La espada en la palabra
No soy jurista, mas creo que puedo hablar de la Constitución Política del Estado boliviana con la relativa solvencia para hablar sobre cualquier asunto que a un hombre le otorgan el sano juicio y la lógica. Hace varios años ya hablé de ella, y no haciendo una apología precisamente. Ahora que, por motivos laborales, la estoy releyendo y reflexionando más que antes a medida que lo hago, me atrevo a verter algunos otros juicios y consideraciones.
La Carta Magna boliviana tiene legiones de apologetas, y éstos pertenecen por lo general a sectores izquierdistas y, en algunos casos, posmodernistas. Son personas que se encandilan con discursos fáciles y sonoros y que tristemente no someten a la crítica profunda las promesas, los edenes o las dádivas que les entran por los oídos y los ojos. Así pues, tienen a la Constitución boliviana actual como un dechado de progresismo, como un modelo de inclusión y reivindicación social.
Lo cierto es que si uno lee las ideas de los grandes teóricos del constitucionalismo, como Carl Schmitt, por ejemplo, se da cuenta de que el espíritu del cómo debería ser una Constitución es invariable, inmutable, pues es a partir de él que se hace un derecho justo y sabio para el buen gobierno de un pueblo.

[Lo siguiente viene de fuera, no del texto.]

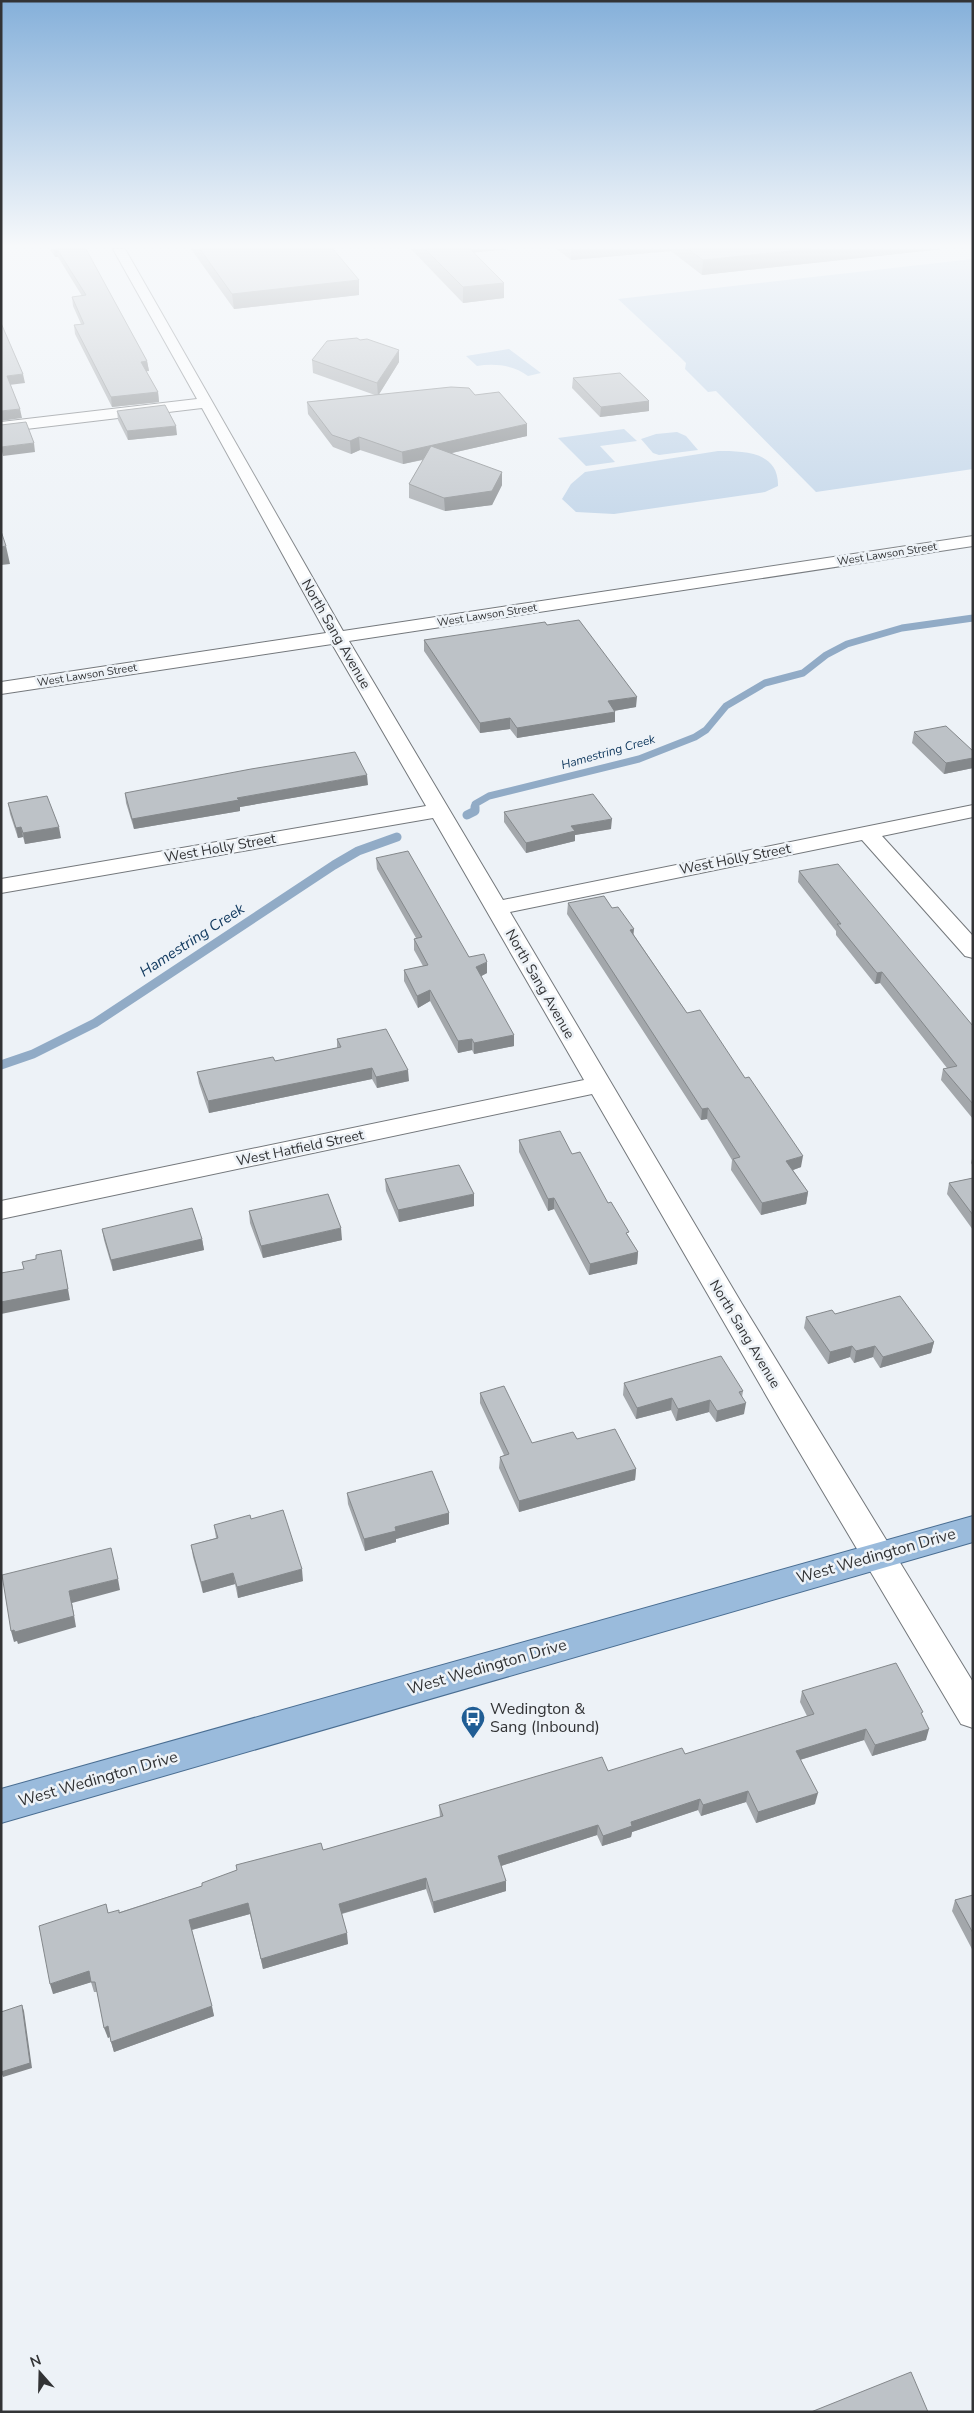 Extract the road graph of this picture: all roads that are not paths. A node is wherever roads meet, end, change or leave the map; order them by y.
1 (184, 362) edge
2 (204, 403) junction
3 (1, 427) edge
4 (973, 541) edge
5 (338, 637) junction
6 (1, 688) edge
7 (439, 810) junction
8 (973, 811) edge
9 (867, 832) junction
10 (1, 886) edge
11 (496, 908) junction
12 (973, 950) edge
13 (598, 1085) junction
14 (1, 1210) edge
15 (973, 1529) edge
16 (876, 1556) junction
17 (973, 1713) edge
18 (1, 1806) edge

1 - 2 street, North Sang Avenue
2 - 3 street
2 - 5 street, North Sang Avenue
4 - 5 street, West Lawson Street
5 - 6 street, West Lawson Street
5 - 7 street, North Sang Avenue
7 - 10 street, West Holly Street
7 - 11 street, North Sang Avenue
8 - 9 street, West Holly Street
9 - 11 street, West Holly Street
9 - 12 street
11 - 13 street, North Sang Avenue
13 - 14 street, West Hatfield Street
13 - 16 street, North Sang Avenue
15 - 16 main road, West Wedington Drive
16 - 17 street, North Sang Avenue
16 - 18 main road, West Wedington Drive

En toda Constitución debería haber una parte de derechos y deberes basados en el ius naturlismo (es decir, derechos y deberes inamovibles), y otra parte de derechos y deberes basados en el ius positivismo (vale decir, derechos y deberes ajustados con el tiempo o el contexto). Pero lo que sucede con la Constitución boliviana es que ésta peca de ser demasiado coyuntural, y por tanto sus preceptos obedecen a la euforia de un determinado momento de la historia. El fondo del texto está altamente sesgado, pues conlleva una orientación ideológica excluyente y maniquea cuando dice, por ejemplo, que se deja atrás el Estado “colonial, republicano y neoliberal”. Es, además, una Constitución relativa, porque reconoce en una parte la cualidad republicana del país y, al mismo tiempo, niega en otra el viejo “Estado republicano”, y hasta reniega de él. Se sabe que los legisladores, al decir que se deja atrás el Estado republicano, quisieron decir metafóricamente que se deja el Estado excluyente, pero debe saberse también que en derecho la pulcritud del lenguaje, la coherencia y la precisión son la base de un derecho sólido y no proclive a las ambigüedades o las malas interpretaciones.
Por otra parte, hay artículos que conllevan implícitamente una carga discriminatoria, como el que establece que los funcionarios públicos deben hablar por lo menos dos idiomas oficiales, y otros que relativizan el derecho, como el que dice que las mujeres tienen particular derecho a no sufrir violencia. Todo esto tiene que ver con la marcada decantación indigenista y progresista que tiene la Carta Magna y con el uso indiscriminado que hace de vocablos proclives a la ambigüedad como soberanía, pueblo, patria, etc.
Otro de sus grandes defectos es que establece con demasiada precisión las funciones que deben desempeñar los empleados de las instituciones públicas; esto genera confusiones, pues dado que en Bolivia las leyes y los reglamentos internos abundan, el funcionario no sabe a qué normativa hacer caso ni qué leer para hallar consignadas sus atribuciones y funciones.
Una Constitución Política del Estado debiera lanzar solamente los lineamientos maestros para la conformación y el funcionamiento institucional de un país. Y siguiendo la filosofía del porqué de su aparición en el mundo y el significado que le atribuye la ciencia política, más que hacer discursos ampulosos y promesas propensas a la malinterpretación, debiera garantizar la independencia de los órganos, su correcto funcionamiento, y, sobre todo, debiera establecer límites al poder.
Hay mucho más que criticar y señalar, y lo haremos en otras entregas.
Ignacio Vera de Rada es profesor universitario.